EXERCISE> What's needed: every entry, printed exactly, minus the images.

INFORMATION GIVEN>
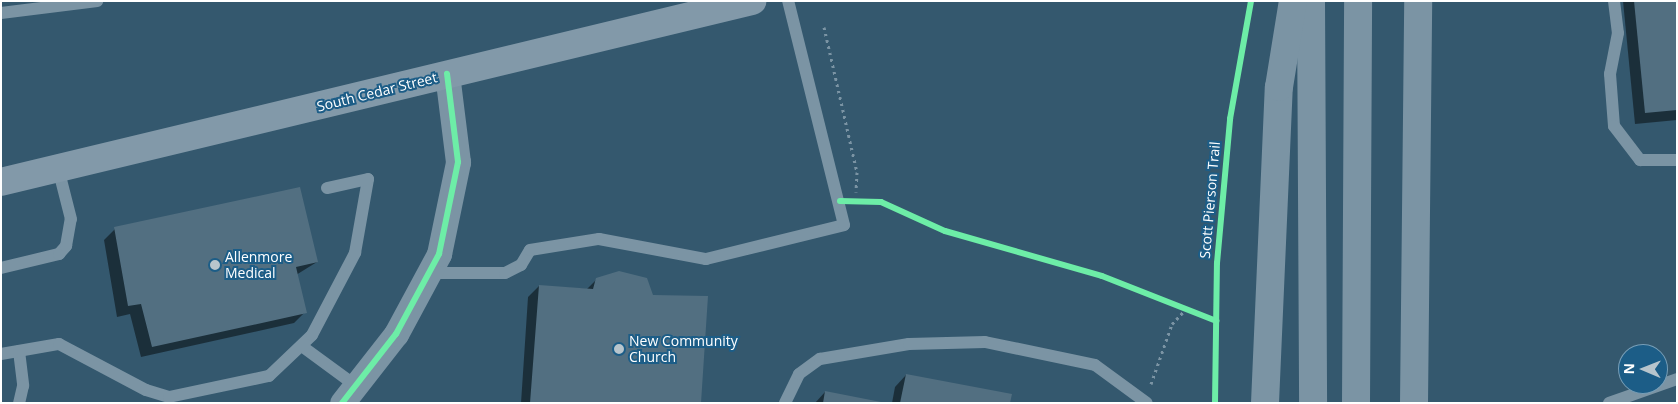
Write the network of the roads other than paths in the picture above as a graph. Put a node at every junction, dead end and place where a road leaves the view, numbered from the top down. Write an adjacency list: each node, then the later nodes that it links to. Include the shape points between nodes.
1 (97, 1): 9 (lane)
2 (752, 1): 10 (main road, South Cedar Street)
3 (788, 1): 16 (lane, via 844,225 706,259 599,239 530,250 521,265 505,273)
4 (1293, 1): 26 (highway, via 1279,87)
5 (1312, 1): 27 (highway)
6 (1358, 1): 28 (highway)
7 (1418, 1): 17 (highway)
8 (1614, 1): 11 (lane, via 1618,33 1610,74 1614,126 1640,160)
9 (1, 13)
10 (447, 74): 12 (main road, South Cedar Street); 16 (street, via 458,162 452,208)
11 (1677, 160)
12 (58, 168): 13 (main road, South Cedar Street); 15 (lane, via 71,219 66,246 59,254)
13 (1, 182)
14 (327, 188): 18 (lane, via 368,179 355,253 338,293)
15 (1, 268)
16 (431, 273): 22 (street, via 396,334)
17 (1414, 345): 29 (highway); 30 (highway)
18 (303, 347): 19 (lane, via 259,381 169,397 146,390 59,344); 22 (lane)
19 (19, 351): 20 (lane); 24 (lane, via 23,386)
20 (1, 354)
21 (1677, 379): 31 (lane)
22 (348, 394)
23 (1147, 401): 25 (lane, via 1095,365 985,342 909,344 820,359 798,374)
24 (19, 403)
25 (785, 403)
26 (1265, 403)
27 (1313, 403)
28 (1356, 403)
29 (1414, 403)
30 (1429, 403)
31 (1609, 403)

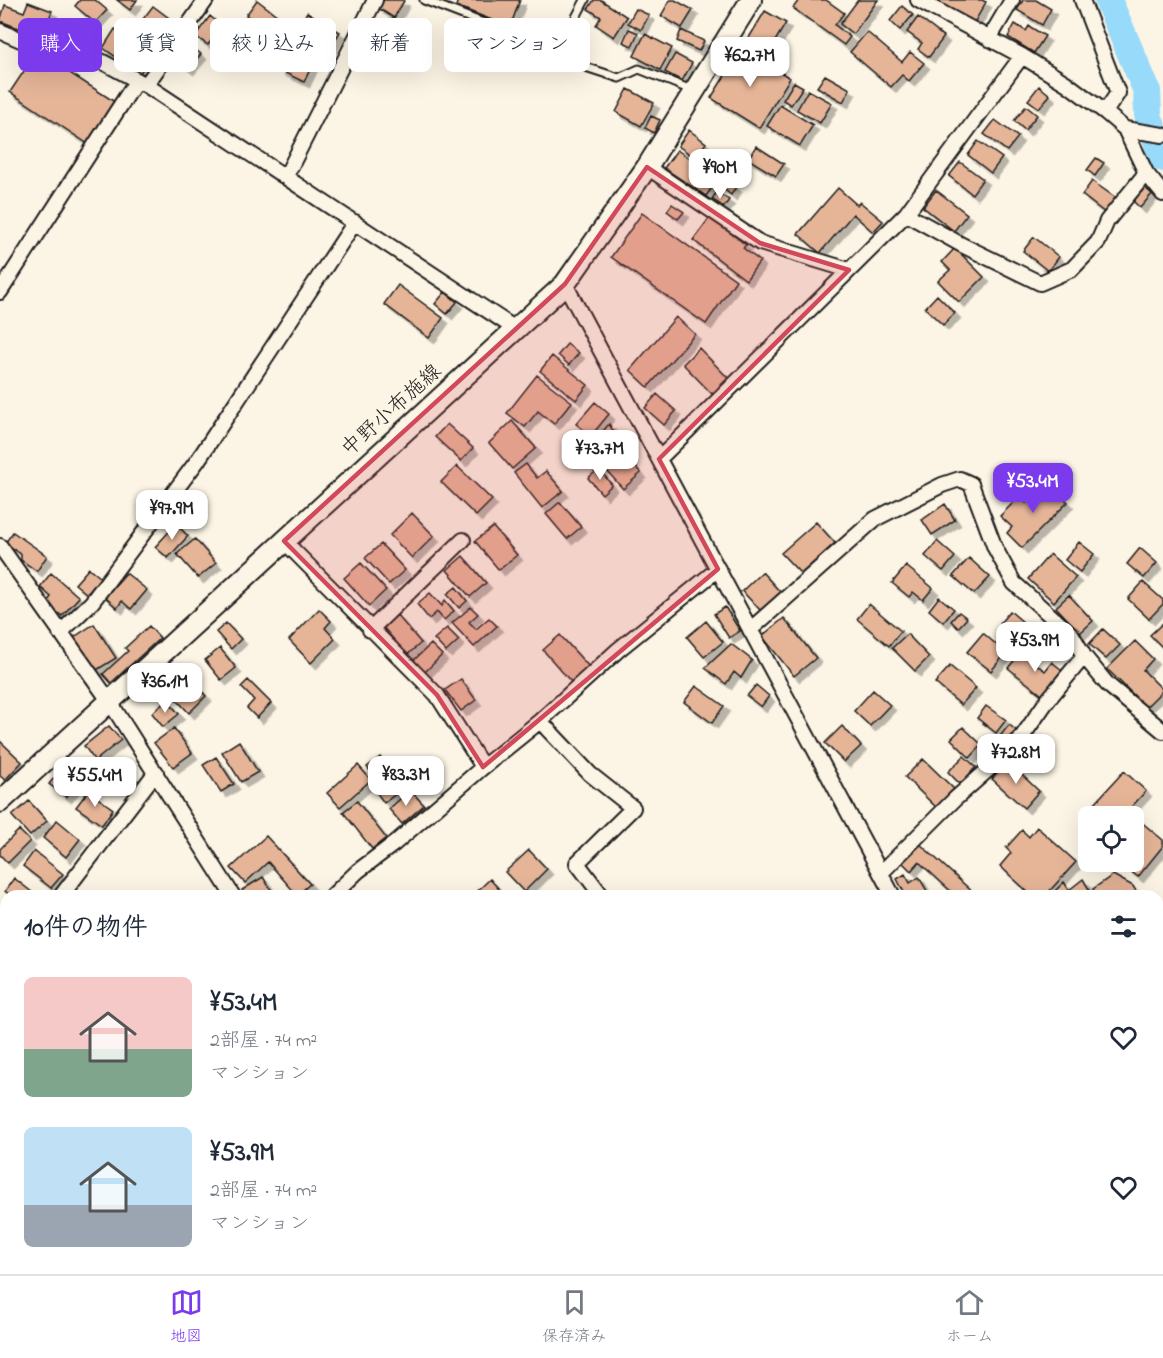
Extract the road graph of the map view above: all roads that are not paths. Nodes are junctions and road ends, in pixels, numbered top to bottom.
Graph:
1 (206, 0) edge
2 (375, 0) edge
3 (424, 0) edge
4 (585, 0) edge
5 (751, 0) edge
6 (1012, 0) edge
7 (1082, 0) edge
8 (922, 1) edge
9 (470, 18) edge
10 (576, 18) edge
11 (0, 31) edge
12 (989, 39) junction
13 (1022, 56) junction
14 (590, 68) edge
15 (142, 82) junction
16 (694, 91) junction
17 (1105, 112) junction
18 (1125, 129) junction
19 (1163, 135) edge
20 (647, 167) junction
21 (1146, 173) junction
22 (286, 177) junction
23 (1163, 194) edge
24 (906, 214) junction
25 (355, 222) junction
26 (849, 270) junction
27 (565, 284) junction
28 (0, 292) edge
29 (517, 330) junction
30 (659, 459) junction
31 (463, 540) dead end
32 (284, 541) junction
33 (0, 546) edge
34 (718, 569) junction
35 (370, 630) junction
36 (750, 630) junction
37 (60, 633) junction
38 (1084, 656) junction
39 (110, 702) junction
40 (540, 721) junction
41 (1163, 731) edge
42 (483, 767) junction
43 (156, 772) junction
44 (0, 802) edge
45 (881, 873) junction
46 (66, 890) edge
47 (229, 890) edge
48 (338, 890) edge
49 (597, 890) edge
50 (890, 890) edge

1 - 15 street
2 - 22 street
3 - 9 lane
4 - 10 lane
5 - 16 main road, 中野小布施線
6 - 12 street
7 - 17 street
8 - 12 street
11 - 15 street
12 - 13 street
13 - 17 street
13 - 24 street
14 - 16 lane
15 - 22 street
15 - 28 street
16 - 20 main road, 中野小布施線
17 - 18 street
18 - 19 street
18 - 21 street
20 - 26 street
20 - 27 main road, 中野小布施線
21 - 23 street
21 - 24 street
22 - 25 street
24 - 26 street
25 - 29 street
25 - 37 street
26 - 30 street
27 - 29 main road, 中野小布施線
27 - 30 street
29 - 32 main road, 中野小布施線
30 - 34 street
31 - 35 street
32 - 35 street
32 - 39 main road, 中野小布施線
33 - 37 street
34 - 36 street
34 - 40 street
35 - 42 street
36 - 38 street
36 - 45 street
37 - 39 street
38 - 41 street
38 - 45 street
39 - 43 street
39 - 44 main road, 中野小布施線
40 - 42 street
40 - 49 street
42 - 48 street
43 - 46 street
43 - 47 street
45 - 50 street

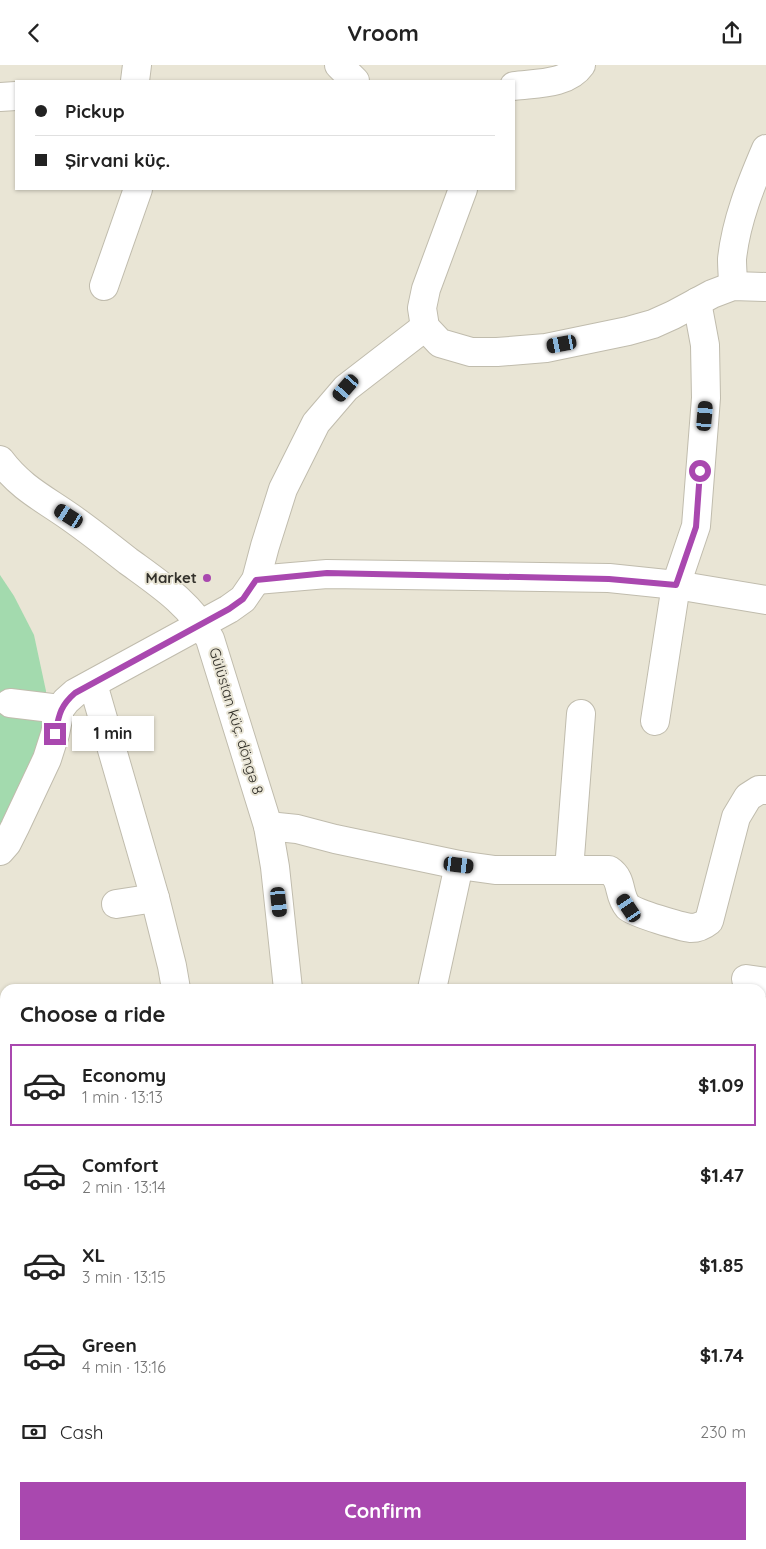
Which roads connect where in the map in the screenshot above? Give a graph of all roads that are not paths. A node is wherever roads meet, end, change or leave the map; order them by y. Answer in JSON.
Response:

RESPONSE FOR THIS EXERCISE>
Write the network of the roads other than paths in the picture above as a graph. Put a node at every junction, dead end and place where a road leaves the view, numbered from the top down. Write an adjacency list: each node, then the later nodes that it links to. Include the shape points between nodes.
1 (97, 1): 9 (lane)
2 (752, 1): 10 (main road, South Cedar Street)
3 (788, 1): 16 (lane, via 844,225 706,259 599,239 530,250 521,265 505,273)
4 (1293, 1): 26 (highway, via 1279,87)
5 (1312, 1): 27 (highway)
6 (1358, 1): 28 (highway)
7 (1418, 1): 17 (highway)
8 (1614, 1): 11 (lane, via 1618,33 1610,74 1614,126 1640,160)
9 (1, 13)
10 (447, 74): 12 (main road, South Cedar Street); 16 (street, via 458,162 452,208)
11 (1677, 160)
12 (58, 168): 13 (main road, South Cedar Street); 15 (lane, via 71,219 66,246 59,254)
13 (1, 182)
14 (327, 188): 18 (lane, via 368,179 355,253 338,293)
15 (1, 268)
16 (431, 273): 22 (street, via 396,334)
17 (1414, 345): 29 (highway); 30 (highway)
18 (303, 347): 19 (lane, via 259,381 169,397 146,390 59,344); 22 (lane)
19 (19, 351): 20 (lane); 24 (lane, via 23,386)
20 (1, 354)
21 (1677, 379): 31 (lane)
22 (348, 394)
23 (1147, 401): 25 (lane, via 1095,365 985,342 909,344 820,359 798,374)
24 (19, 403)
25 (785, 403)
26 (1265, 403)
27 (1313, 403)
28 (1356, 403)
29 (1414, 403)
30 (1429, 403)
31 (1609, 403)

Extract the road graph of the map view above: all roads that are not paths. Nodes are junctions and road ends, in pixels, numbered top to bottom.
Graph:
1 (206, 0) edge
2 (375, 0) edge
3 (424, 0) edge
4 (585, 0) edge
5 (751, 0) edge
6 (1012, 0) edge
7 (1082, 0) edge
8 (922, 1) edge
9 (470, 18) edge
10 (576, 18) edge
11 (0, 31) edge
12 (989, 39) junction
13 (1022, 56) junction
14 (590, 68) edge
15 (142, 82) junction
16 (694, 91) junction
17 (1105, 112) junction
18 (1125, 129) junction
19 (1163, 135) edge
20 (647, 167) junction
21 (1146, 173) junction
22 (286, 177) junction
23 (1163, 194) edge
24 (906, 214) junction
25 (355, 222) junction
26 (849, 270) junction
27 (565, 284) junction
28 (0, 292) edge
29 (517, 330) junction
30 (659, 459) junction
31 (463, 540) dead end
32 (284, 541) junction
33 (0, 546) edge
34 (718, 569) junction
35 (370, 630) junction
36 (750, 630) junction
37 (60, 633) junction
38 (1084, 656) junction
39 (110, 702) junction
40 (540, 721) junction
41 (1163, 731) edge
42 (483, 767) junction
43 (156, 772) junction
44 (0, 802) edge
45 (881, 873) junction
46 (66, 890) edge
47 (229, 890) edge
48 (338, 890) edge
49 (597, 890) edge
50 (890, 890) edge

1 - 15 street
2 - 22 street
3 - 9 lane
4 - 10 lane
5 - 16 main road, 中野小布施線
6 - 12 street
7 - 17 street
8 - 12 street
11 - 15 street
12 - 13 street
13 - 17 street
13 - 24 street
14 - 16 lane
15 - 22 street
15 - 28 street
16 - 20 main road, 中野小布施線
17 - 18 street
18 - 19 street
18 - 21 street
20 - 26 street
20 - 27 main road, 中野小布施線
21 - 23 street
21 - 24 street
22 - 25 street
24 - 26 street
25 - 29 street
25 - 37 street
26 - 30 street
27 - 29 main road, 中野小布施線
27 - 30 street
29 - 32 main road, 中野小布施線
30 - 34 street
31 - 35 street
32 - 35 street
32 - 39 main road, 中野小布施線
33 - 37 street
34 - 36 street
34 - 40 street
35 - 42 street
36 - 38 street
36 - 45 street
37 - 39 street
38 - 41 street
38 - 45 street
39 - 43 street
39 - 44 main road, 中野小布施線
40 - 42 street
40 - 49 street
42 - 48 street
43 - 46 street
43 - 47 street
45 - 50 street

Which roads connect where in the map in the screenshot above? Give a graph of all roads that are not paths. A node is wherever roads meet, end, change or leave the map; order them by y. Answer in JSON.
Response:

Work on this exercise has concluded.